* Problem to work on
Once you have located the line containing "355,1270 350,1326 325,1324" in the material below, return it exactly along with each line after it through the line containing "860,1317 849,1322 870,1367".

Top of Source material

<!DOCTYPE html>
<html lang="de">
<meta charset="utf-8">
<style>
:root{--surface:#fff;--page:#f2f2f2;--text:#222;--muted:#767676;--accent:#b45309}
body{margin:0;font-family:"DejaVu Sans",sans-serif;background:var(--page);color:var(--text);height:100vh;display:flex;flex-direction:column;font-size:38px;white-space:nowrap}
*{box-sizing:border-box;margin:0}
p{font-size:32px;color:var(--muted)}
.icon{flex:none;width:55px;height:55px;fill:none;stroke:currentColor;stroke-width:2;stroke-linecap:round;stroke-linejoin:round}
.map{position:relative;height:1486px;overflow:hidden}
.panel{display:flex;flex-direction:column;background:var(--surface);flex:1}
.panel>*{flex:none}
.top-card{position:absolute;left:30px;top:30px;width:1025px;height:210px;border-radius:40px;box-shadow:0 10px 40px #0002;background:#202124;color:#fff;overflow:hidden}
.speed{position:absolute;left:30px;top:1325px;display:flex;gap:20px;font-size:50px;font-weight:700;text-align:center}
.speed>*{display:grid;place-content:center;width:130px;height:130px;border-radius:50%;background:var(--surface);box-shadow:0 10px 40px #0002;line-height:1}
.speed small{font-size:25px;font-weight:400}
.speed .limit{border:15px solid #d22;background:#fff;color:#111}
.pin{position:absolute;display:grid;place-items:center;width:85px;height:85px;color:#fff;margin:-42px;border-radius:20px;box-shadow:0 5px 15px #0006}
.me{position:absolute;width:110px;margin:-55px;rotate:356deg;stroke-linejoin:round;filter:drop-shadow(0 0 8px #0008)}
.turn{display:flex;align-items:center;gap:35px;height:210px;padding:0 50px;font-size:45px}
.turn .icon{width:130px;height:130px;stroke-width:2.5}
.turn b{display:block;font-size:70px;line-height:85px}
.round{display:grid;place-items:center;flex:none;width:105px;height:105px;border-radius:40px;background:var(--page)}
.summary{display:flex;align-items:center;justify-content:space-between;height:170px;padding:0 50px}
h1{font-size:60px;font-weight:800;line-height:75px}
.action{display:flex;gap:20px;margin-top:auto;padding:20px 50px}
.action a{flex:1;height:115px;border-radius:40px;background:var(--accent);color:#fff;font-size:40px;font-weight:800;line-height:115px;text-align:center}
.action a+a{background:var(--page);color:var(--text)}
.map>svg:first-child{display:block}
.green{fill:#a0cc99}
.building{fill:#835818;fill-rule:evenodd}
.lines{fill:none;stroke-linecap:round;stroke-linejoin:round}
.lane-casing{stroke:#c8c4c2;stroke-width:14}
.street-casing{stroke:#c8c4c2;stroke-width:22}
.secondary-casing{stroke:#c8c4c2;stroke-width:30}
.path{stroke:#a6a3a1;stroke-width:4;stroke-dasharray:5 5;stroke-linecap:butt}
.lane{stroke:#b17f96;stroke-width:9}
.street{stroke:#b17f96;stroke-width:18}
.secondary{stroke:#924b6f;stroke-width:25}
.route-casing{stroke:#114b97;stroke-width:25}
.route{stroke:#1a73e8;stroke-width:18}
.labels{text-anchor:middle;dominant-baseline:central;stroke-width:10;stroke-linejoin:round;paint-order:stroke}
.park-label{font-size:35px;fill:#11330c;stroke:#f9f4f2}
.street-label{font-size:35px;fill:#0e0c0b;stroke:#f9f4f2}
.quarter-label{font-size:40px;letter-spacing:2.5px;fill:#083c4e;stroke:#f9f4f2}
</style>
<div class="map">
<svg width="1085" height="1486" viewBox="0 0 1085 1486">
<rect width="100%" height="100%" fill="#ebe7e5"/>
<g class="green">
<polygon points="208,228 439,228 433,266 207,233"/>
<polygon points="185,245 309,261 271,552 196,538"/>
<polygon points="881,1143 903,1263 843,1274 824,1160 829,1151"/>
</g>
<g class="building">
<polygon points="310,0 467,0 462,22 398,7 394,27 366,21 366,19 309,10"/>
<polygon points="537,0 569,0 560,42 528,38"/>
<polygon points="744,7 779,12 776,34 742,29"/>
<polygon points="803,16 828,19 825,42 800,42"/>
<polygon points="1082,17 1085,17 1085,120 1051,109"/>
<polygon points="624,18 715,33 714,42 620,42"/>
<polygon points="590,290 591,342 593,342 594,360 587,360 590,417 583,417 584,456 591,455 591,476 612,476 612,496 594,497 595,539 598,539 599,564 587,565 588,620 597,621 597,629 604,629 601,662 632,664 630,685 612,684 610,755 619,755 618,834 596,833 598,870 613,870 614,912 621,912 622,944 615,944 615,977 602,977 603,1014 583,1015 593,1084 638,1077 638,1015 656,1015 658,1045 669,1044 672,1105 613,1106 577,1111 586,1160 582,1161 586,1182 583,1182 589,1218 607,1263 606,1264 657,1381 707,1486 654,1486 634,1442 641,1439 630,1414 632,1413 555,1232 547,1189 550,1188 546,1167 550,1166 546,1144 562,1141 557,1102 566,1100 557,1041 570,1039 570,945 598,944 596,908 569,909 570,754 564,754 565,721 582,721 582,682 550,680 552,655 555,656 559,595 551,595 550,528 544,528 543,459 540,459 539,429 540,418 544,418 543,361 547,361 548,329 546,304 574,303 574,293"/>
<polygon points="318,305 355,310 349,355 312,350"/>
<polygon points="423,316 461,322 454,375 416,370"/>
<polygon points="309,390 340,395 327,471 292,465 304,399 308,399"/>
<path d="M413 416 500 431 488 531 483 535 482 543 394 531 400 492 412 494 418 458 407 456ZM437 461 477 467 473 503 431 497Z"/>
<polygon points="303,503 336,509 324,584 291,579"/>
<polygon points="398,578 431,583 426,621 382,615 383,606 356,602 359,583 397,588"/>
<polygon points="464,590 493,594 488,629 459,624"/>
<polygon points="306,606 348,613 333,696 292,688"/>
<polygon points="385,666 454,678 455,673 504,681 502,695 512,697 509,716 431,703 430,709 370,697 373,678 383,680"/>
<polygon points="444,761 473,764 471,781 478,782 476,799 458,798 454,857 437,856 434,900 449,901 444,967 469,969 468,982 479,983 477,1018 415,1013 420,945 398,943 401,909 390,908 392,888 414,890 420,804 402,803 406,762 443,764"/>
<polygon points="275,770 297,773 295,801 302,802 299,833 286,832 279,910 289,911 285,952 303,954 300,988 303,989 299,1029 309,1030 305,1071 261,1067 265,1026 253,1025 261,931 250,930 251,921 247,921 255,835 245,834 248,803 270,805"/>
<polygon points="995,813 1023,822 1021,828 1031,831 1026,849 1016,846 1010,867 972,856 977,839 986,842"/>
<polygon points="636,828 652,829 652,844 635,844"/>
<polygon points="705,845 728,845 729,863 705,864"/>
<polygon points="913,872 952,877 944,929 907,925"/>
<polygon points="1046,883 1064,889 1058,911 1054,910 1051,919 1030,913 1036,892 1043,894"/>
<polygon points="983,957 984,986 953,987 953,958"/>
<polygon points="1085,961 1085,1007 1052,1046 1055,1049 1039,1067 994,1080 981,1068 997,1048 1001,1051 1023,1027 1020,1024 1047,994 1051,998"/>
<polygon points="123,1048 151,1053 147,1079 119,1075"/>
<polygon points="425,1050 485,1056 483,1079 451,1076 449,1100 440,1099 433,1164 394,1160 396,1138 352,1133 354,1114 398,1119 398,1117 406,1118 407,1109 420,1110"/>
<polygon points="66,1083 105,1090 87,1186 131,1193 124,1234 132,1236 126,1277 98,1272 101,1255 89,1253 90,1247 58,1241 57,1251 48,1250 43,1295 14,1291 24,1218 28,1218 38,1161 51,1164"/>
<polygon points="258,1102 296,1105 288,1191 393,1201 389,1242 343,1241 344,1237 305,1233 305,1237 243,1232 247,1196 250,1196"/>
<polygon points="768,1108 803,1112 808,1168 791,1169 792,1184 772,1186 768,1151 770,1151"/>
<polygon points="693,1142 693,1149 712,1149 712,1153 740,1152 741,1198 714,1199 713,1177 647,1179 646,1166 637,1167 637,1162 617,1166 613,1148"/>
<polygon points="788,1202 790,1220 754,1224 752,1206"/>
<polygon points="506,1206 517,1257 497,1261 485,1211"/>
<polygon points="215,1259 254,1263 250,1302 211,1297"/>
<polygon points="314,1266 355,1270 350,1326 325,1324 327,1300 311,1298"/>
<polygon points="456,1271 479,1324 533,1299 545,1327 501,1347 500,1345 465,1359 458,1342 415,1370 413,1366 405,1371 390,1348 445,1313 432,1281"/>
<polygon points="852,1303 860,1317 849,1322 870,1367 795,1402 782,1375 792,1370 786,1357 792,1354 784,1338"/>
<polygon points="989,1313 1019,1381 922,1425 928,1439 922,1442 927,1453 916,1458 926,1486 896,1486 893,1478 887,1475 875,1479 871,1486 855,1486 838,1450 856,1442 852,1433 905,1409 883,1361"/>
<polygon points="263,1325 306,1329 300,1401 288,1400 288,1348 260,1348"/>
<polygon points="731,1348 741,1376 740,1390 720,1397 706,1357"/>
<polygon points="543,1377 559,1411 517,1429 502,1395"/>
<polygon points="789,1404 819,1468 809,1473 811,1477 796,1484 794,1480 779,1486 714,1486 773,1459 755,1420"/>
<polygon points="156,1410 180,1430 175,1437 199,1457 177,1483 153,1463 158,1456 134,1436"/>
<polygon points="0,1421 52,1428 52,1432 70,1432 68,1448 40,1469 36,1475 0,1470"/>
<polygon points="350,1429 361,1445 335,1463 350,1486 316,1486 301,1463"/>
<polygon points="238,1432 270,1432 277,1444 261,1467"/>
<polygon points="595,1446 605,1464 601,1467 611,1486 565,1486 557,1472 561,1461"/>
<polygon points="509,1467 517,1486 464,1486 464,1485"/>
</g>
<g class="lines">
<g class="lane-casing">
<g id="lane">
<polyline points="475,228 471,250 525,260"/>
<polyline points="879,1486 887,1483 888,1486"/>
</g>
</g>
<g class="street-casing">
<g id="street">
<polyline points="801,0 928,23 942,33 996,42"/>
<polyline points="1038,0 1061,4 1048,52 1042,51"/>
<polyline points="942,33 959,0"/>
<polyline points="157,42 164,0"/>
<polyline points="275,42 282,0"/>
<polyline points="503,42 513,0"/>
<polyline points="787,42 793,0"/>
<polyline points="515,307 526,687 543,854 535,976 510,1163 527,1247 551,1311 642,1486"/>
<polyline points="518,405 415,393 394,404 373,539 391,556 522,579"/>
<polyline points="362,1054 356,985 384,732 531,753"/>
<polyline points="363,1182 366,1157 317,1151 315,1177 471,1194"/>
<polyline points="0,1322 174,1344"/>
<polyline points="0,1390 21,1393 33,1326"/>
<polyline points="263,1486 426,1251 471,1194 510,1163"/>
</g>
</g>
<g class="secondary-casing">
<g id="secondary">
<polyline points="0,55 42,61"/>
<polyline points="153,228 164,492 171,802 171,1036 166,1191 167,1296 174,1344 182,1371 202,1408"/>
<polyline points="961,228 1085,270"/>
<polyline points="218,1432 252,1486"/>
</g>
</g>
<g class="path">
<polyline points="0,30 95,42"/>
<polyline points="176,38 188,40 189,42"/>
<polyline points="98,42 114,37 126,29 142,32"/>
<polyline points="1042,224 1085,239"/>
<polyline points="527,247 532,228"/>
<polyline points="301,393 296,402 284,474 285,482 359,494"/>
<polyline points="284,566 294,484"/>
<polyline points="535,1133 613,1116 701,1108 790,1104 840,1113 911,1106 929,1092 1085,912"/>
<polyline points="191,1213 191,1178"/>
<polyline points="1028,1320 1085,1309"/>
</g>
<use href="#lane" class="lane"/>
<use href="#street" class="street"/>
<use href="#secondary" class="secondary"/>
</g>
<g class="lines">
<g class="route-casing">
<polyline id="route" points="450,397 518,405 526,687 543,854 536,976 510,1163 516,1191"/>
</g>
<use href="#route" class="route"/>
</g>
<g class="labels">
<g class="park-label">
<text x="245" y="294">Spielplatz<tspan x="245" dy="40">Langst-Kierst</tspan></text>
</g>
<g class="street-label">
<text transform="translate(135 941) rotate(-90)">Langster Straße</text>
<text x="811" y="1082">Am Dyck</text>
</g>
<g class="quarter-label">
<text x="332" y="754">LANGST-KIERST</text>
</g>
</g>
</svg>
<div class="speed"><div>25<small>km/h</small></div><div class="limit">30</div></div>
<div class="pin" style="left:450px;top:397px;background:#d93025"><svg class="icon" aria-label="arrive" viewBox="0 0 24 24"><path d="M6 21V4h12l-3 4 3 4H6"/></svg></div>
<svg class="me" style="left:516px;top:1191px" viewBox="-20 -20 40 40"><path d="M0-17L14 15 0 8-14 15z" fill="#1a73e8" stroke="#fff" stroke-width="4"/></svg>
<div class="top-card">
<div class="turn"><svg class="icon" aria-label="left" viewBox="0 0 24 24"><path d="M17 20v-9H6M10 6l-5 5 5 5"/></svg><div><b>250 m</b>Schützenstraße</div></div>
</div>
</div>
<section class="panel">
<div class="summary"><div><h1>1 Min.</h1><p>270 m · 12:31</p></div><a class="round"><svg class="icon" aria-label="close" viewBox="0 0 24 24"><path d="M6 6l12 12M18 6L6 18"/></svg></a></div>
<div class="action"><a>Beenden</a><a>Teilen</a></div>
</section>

Bottom of Source material

* Written response
<polygon points="314,1266 355,1270 350,1326 325,1324 327,1300 311,1298"/>
<polygon points="456,1271 479,1324 533,1299 545,1327 501,1347 500,1345 465,1359 458,1342 415,1370 413,1366 405,1371 390,1348 445,1313 432,1281"/>
<polygon points="852,1303 860,1317 849,1322 870,1367 795,1402 782,1375 792,1370 786,1357 792,1354 784,1338"/>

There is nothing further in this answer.